### EXERCISE AIM
Going through the data below, copy out each line where the word "Left" shows up.

>>>>>

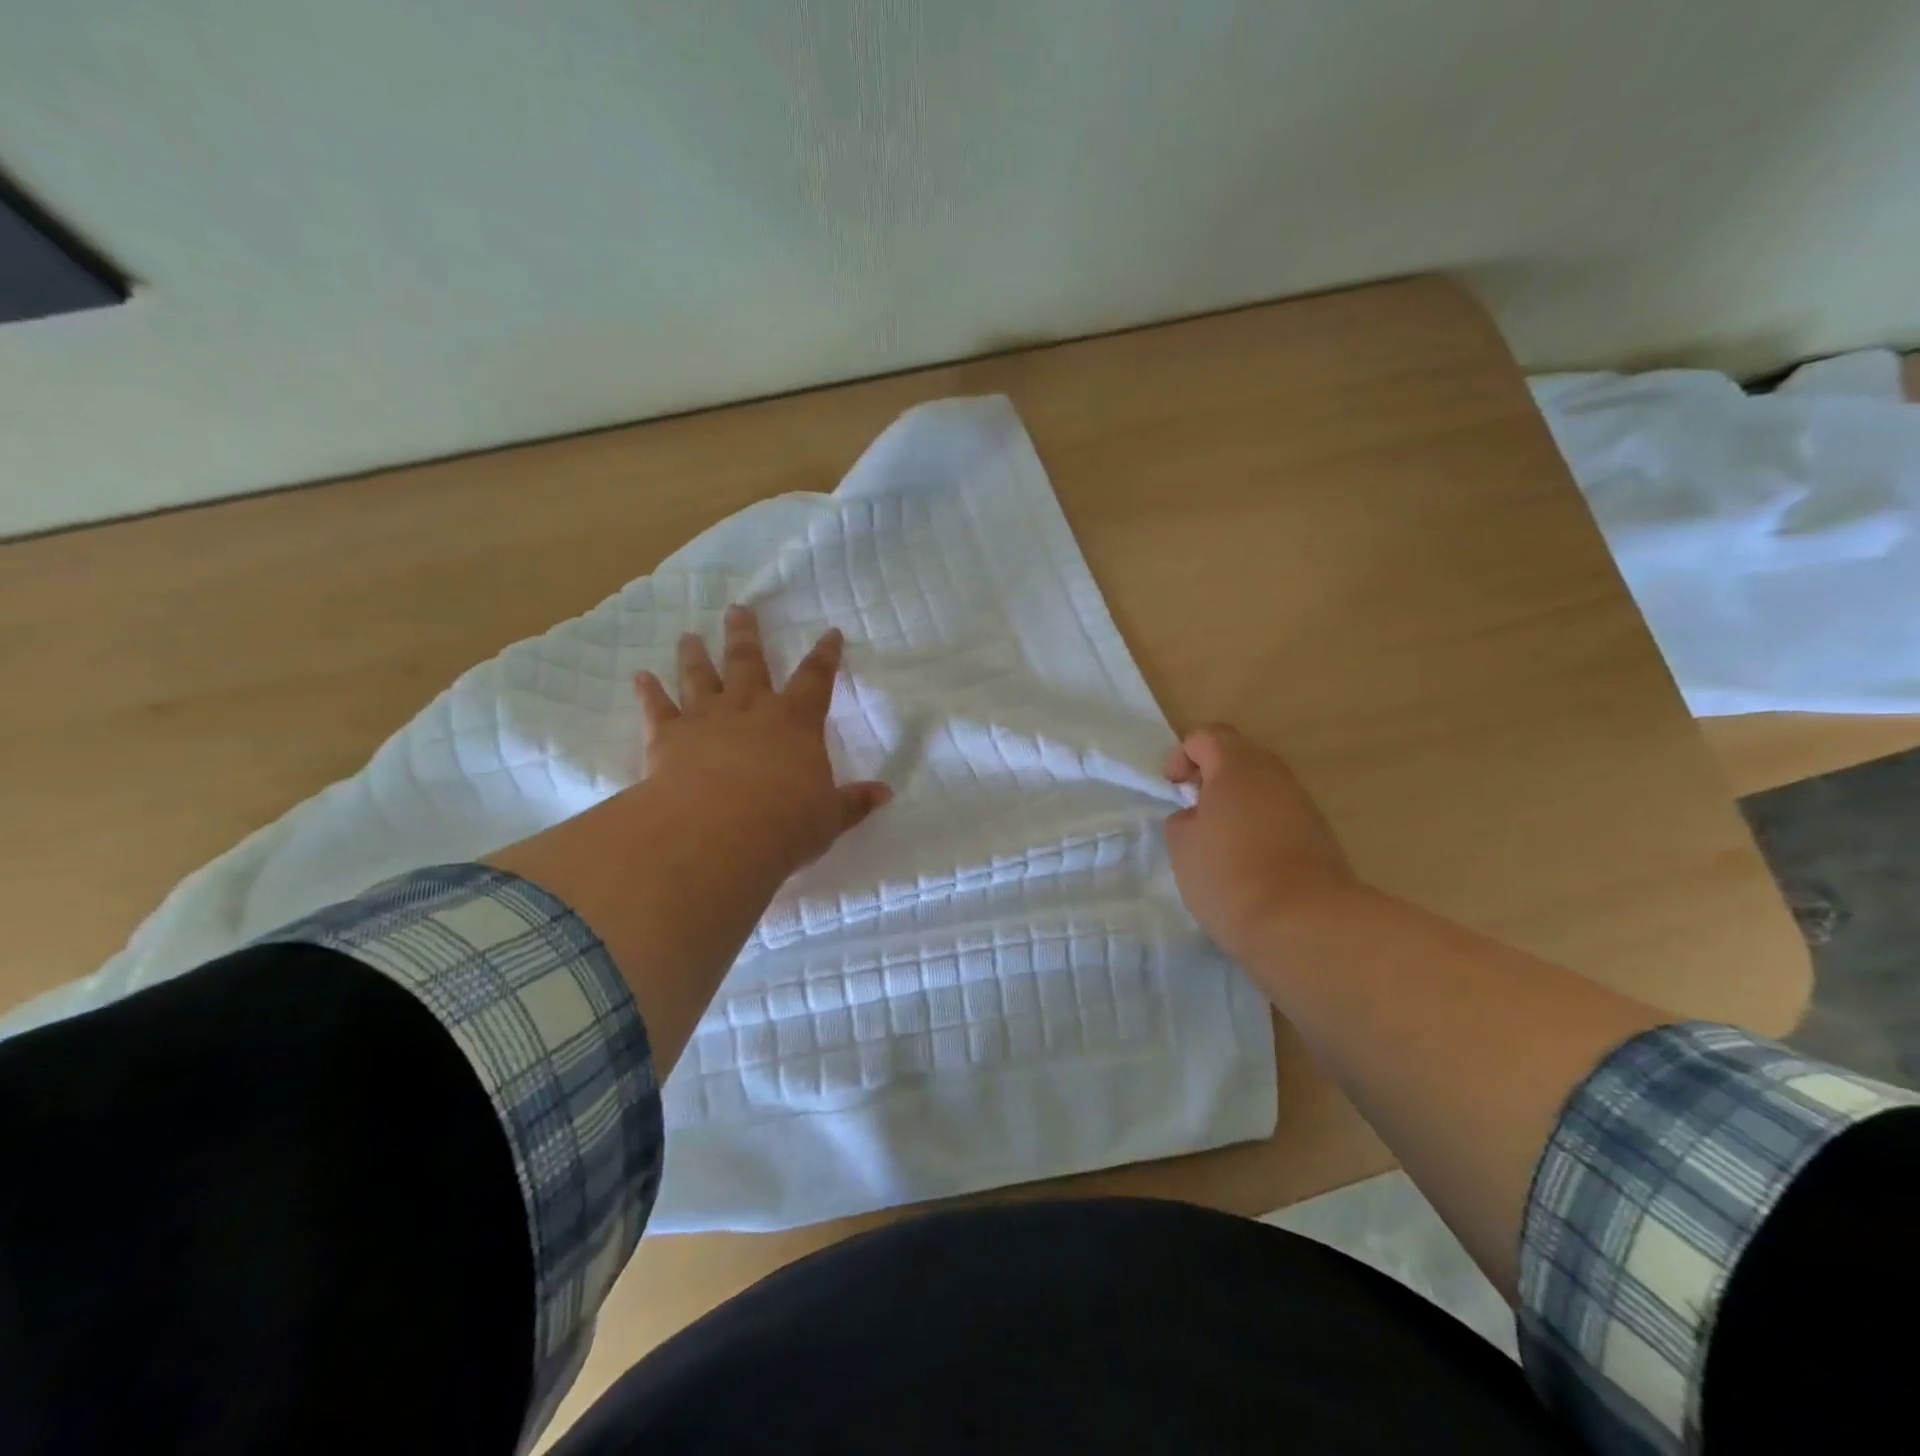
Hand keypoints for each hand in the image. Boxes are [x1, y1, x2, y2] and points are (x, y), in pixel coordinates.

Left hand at [633, 605, 890, 874]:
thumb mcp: (830, 817)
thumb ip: (854, 802)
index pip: (816, 680)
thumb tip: (885, 793)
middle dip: (746, 636)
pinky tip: (640, 676)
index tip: (831, 633)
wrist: (720, 831)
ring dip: (695, 655)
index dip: (825, 656)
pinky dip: (648, 692)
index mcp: (795, 722)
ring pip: (700, 677)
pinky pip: (657, 709)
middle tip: (738, 609)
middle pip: (749, 664)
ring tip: (688, 635)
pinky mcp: (668, 738)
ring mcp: (706, 719)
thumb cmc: (786, 822)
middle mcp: (751, 710)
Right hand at [1164, 725, 1362, 960]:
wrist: (1304, 923)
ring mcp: (1303, 805)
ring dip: (1238, 804)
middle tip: (1193, 810)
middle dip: (1212, 777)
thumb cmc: (1229, 875)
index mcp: (1238, 767)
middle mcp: (1275, 775)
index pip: (1207, 737)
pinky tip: (1247, 862)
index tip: (1173, 789)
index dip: (1183, 755)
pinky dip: (1260, 827)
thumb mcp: (1182, 846)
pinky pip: (1280, 816)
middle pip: (1240, 757)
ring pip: (1263, 788)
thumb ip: (1184, 820)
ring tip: (1218, 841)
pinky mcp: (1320, 836)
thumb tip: (1198, 817)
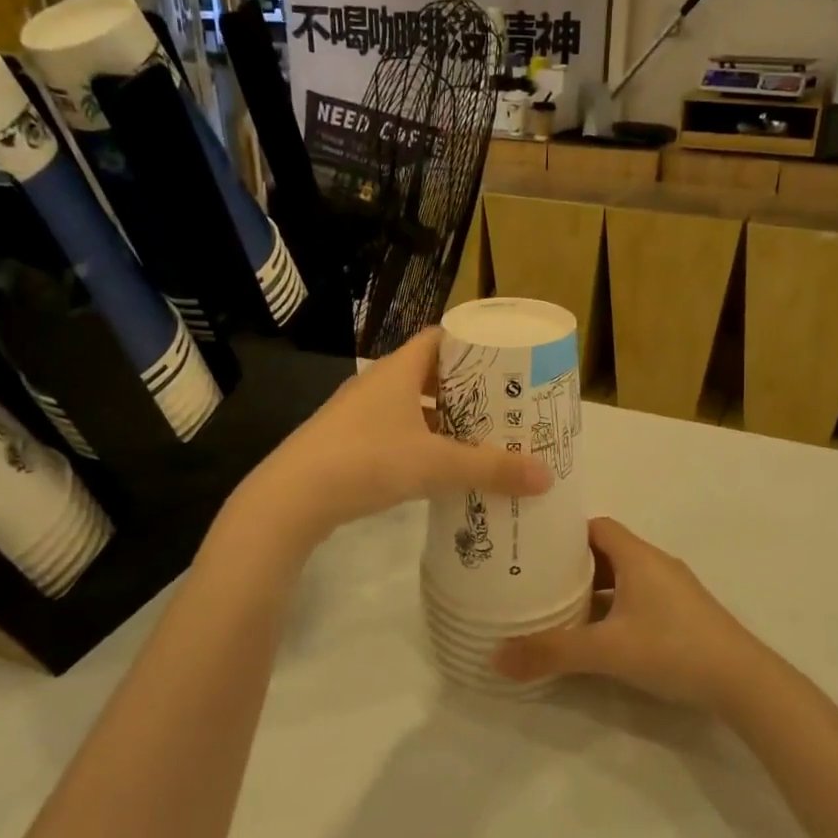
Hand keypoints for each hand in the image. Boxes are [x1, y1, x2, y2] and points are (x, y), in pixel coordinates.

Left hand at [240, 329, 551, 543]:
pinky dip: (421, 444)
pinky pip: (395, 434)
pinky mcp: (347, 444)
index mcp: (397, 371)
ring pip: (411, 408)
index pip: (438, 338)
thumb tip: (546, 477)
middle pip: (429, 375)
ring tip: (481, 438)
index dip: (471, 344)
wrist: (291, 498)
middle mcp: (377, 385)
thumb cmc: (367, 461)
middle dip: (465, 389)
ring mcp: (358, 415)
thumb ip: (491, 469)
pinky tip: (440, 468)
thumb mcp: (435, 464)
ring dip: (443, 420)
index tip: (505, 360)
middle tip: (504, 404)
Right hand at [492, 517, 769, 713]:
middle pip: (606, 550)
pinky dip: (615, 607)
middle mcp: (655, 564)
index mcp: (637, 556)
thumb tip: (496, 658)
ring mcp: (673, 589)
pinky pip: (639, 597)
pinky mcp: (683, 614)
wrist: (744, 682)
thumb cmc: (672, 649)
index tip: (534, 547)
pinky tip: (599, 635)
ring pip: (623, 577)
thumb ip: (552, 652)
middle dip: (572, 564)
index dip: (564, 533)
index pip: (595, 526)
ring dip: (594, 589)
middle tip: (536, 580)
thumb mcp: (606, 651)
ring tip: (559, 607)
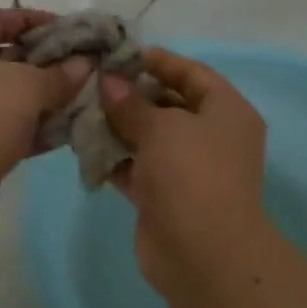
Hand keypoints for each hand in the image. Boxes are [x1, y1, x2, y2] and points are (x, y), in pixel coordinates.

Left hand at [0, 8, 89, 223]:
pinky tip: (66, 132)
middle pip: (6, 57)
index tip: (68, 30)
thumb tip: (83, 63)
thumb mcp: (30, 86)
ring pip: (10, 95)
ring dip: (43, 98)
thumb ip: (60, 73)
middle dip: (45, 62)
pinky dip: (34, 127)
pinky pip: (8, 126)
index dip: (33, 19)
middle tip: (79, 67)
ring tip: (80, 99)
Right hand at [101, 49, 268, 290]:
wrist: (201, 252)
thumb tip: (109, 81)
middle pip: (169, 105)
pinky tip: (83, 146)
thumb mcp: (161, 127)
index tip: (120, 55)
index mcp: (226, 111)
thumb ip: (131, 103)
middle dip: (131, 95)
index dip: (159, 61)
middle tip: (91, 83)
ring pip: (148, 139)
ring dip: (117, 127)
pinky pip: (136, 168)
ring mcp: (187, 170)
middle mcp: (211, 137)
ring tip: (80, 111)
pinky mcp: (164, 197)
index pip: (193, 74)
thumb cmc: (191, 174)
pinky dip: (113, 159)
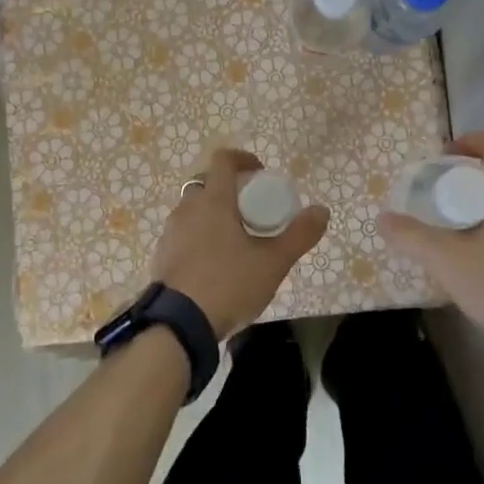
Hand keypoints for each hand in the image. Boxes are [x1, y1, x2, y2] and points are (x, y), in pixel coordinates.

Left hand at [150, 148, 329, 339]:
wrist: (178, 324)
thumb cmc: (228, 284)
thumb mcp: (273, 262)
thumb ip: (299, 235)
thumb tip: (322, 210)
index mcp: (213, 200)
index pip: (223, 160)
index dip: (242, 159)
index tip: (260, 172)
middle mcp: (187, 208)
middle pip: (206, 183)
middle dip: (228, 188)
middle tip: (250, 209)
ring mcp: (170, 232)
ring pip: (193, 209)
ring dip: (212, 213)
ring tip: (234, 238)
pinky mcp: (162, 255)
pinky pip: (183, 233)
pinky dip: (199, 236)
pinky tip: (214, 262)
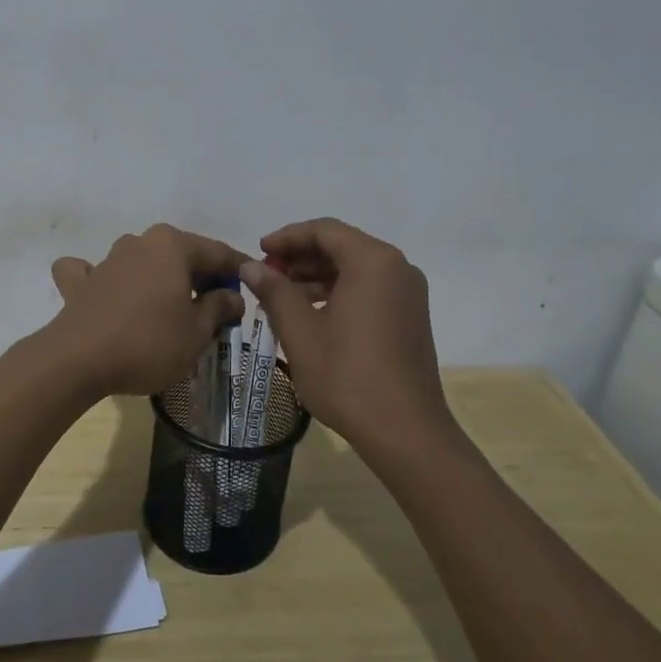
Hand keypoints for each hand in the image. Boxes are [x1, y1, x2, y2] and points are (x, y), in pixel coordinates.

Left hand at [47, 225, 248, 396]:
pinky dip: (103, 280)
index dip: (239, 269)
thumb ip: (219, 307)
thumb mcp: (197, 331)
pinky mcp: (79, 283)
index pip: (217, 252)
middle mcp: (139, 242)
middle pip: (180, 255)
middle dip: (200, 276)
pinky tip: (106, 294)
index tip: (254, 285)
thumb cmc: (149, 342)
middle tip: (217, 305)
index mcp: (172, 245)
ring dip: (158, 279)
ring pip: (141, 262)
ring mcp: (106, 260)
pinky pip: (94, 274)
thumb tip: (232, 295)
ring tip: (170, 308)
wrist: (78, 360)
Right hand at [240, 218, 447, 444]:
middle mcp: (397, 268)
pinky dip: (338, 293)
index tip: (258, 251)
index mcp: (373, 261)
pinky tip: (310, 314)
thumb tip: (250, 265)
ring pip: (355, 269)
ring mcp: (408, 294)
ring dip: (317, 276)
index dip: (287, 237)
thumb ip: (274, 291)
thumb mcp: (300, 331)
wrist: (405, 431)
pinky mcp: (410, 318)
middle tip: (266, 274)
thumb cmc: (347, 375)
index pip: (324, 230)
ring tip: (281, 296)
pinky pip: (369, 289)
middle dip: (301, 257)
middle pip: (342, 246)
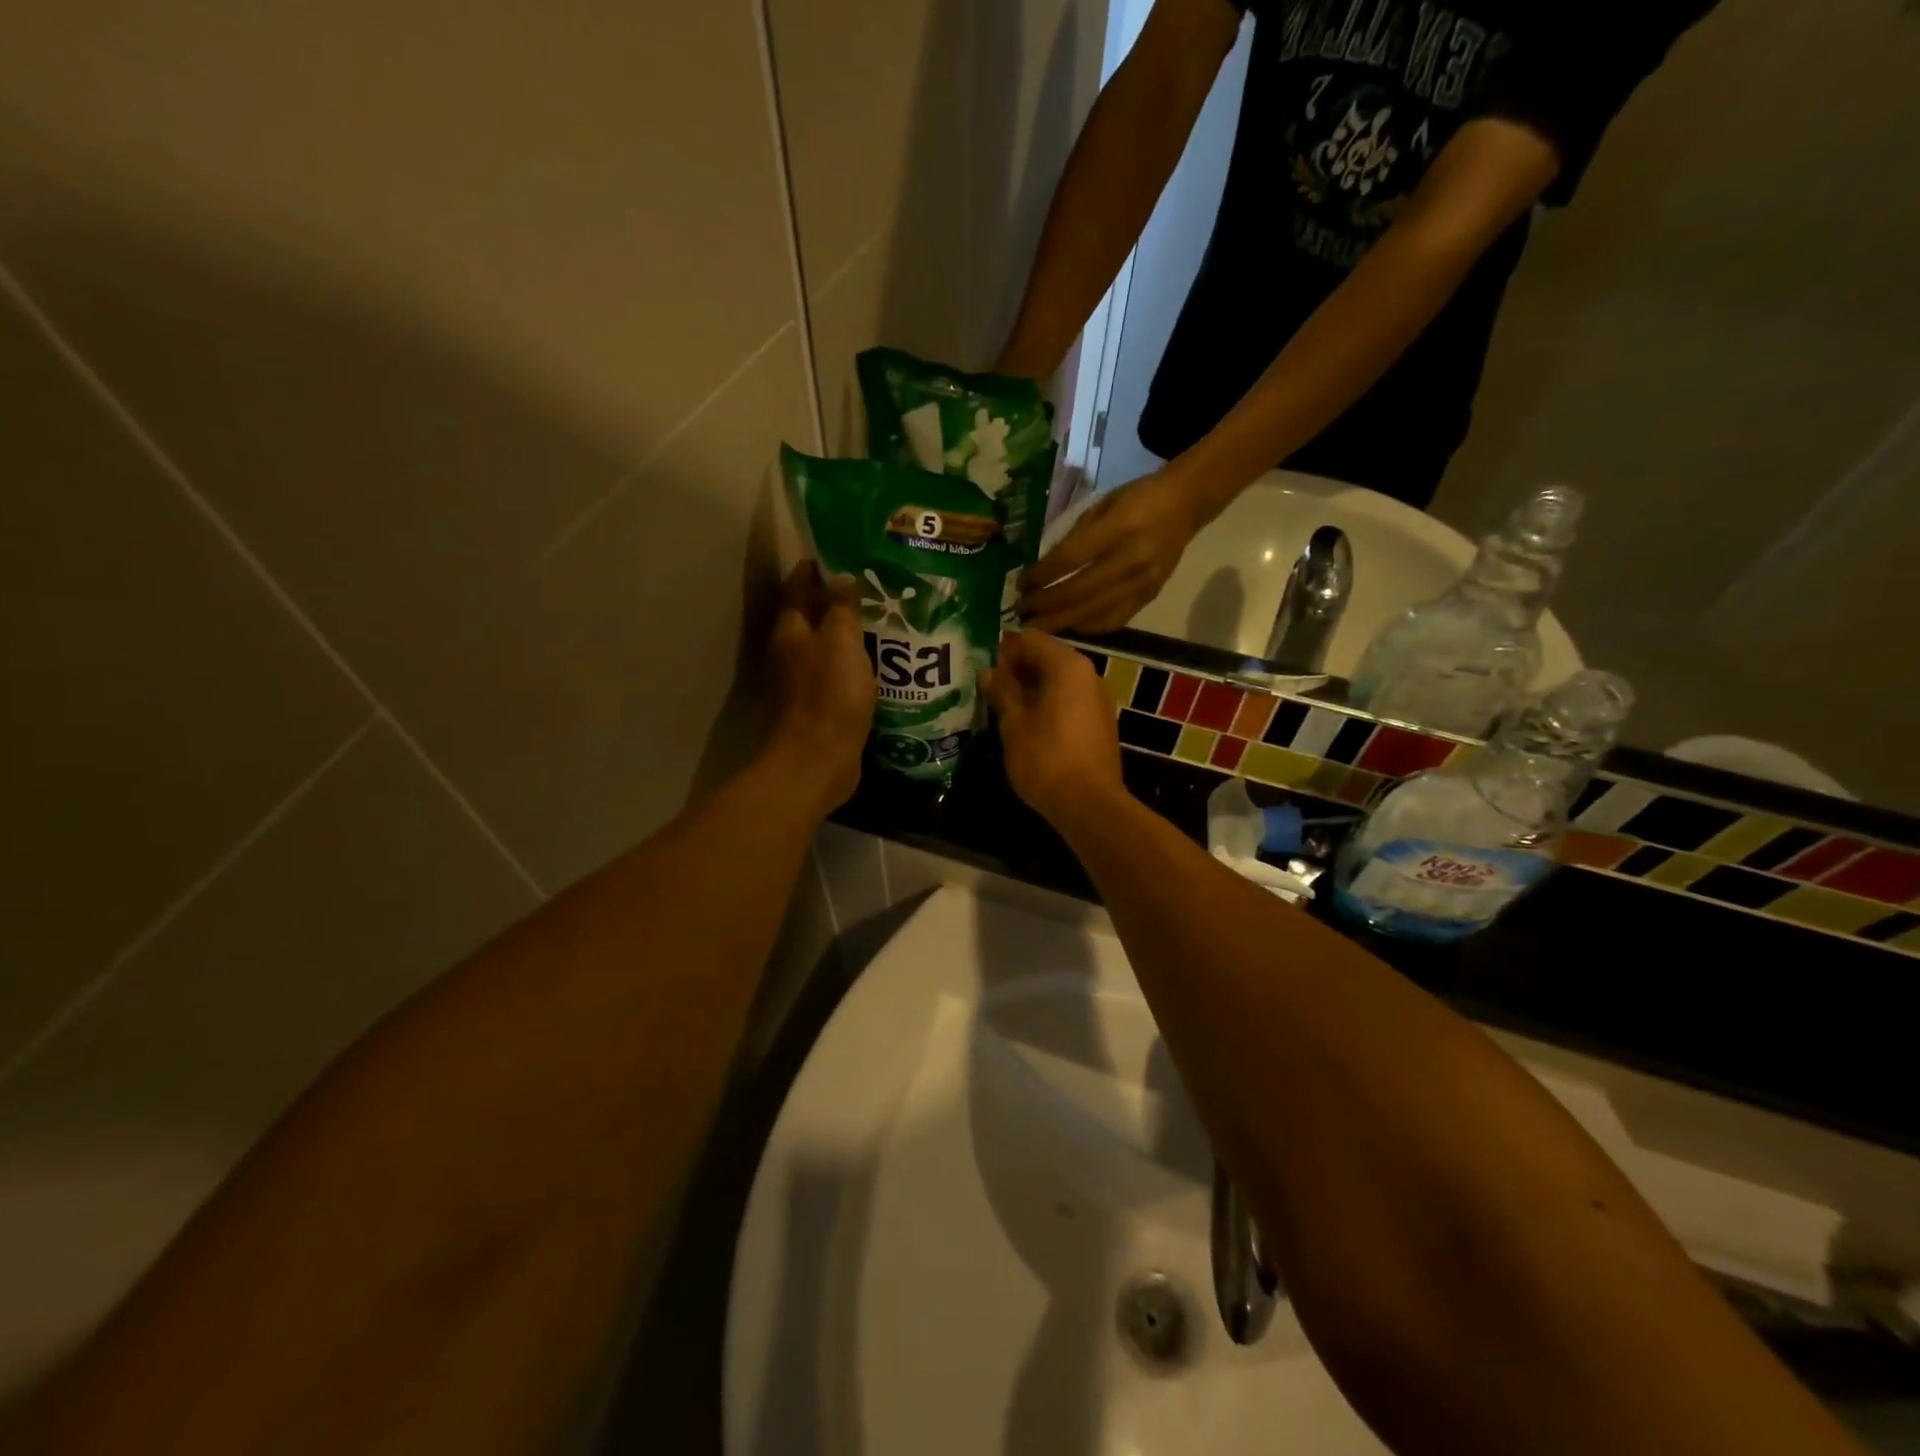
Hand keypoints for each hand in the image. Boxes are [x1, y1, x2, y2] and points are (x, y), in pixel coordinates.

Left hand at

<<<<<

### EXERCISE SOLUTION
Left hand at [633, 605, 890, 874]:
Left hand at [240, 329, 551, 543]:
Left hand at [0, 8, 89, 223]:
Left hand at [150, 148, 329, 339]:
Left hand at [47, 225, 248, 396]:
Left hand at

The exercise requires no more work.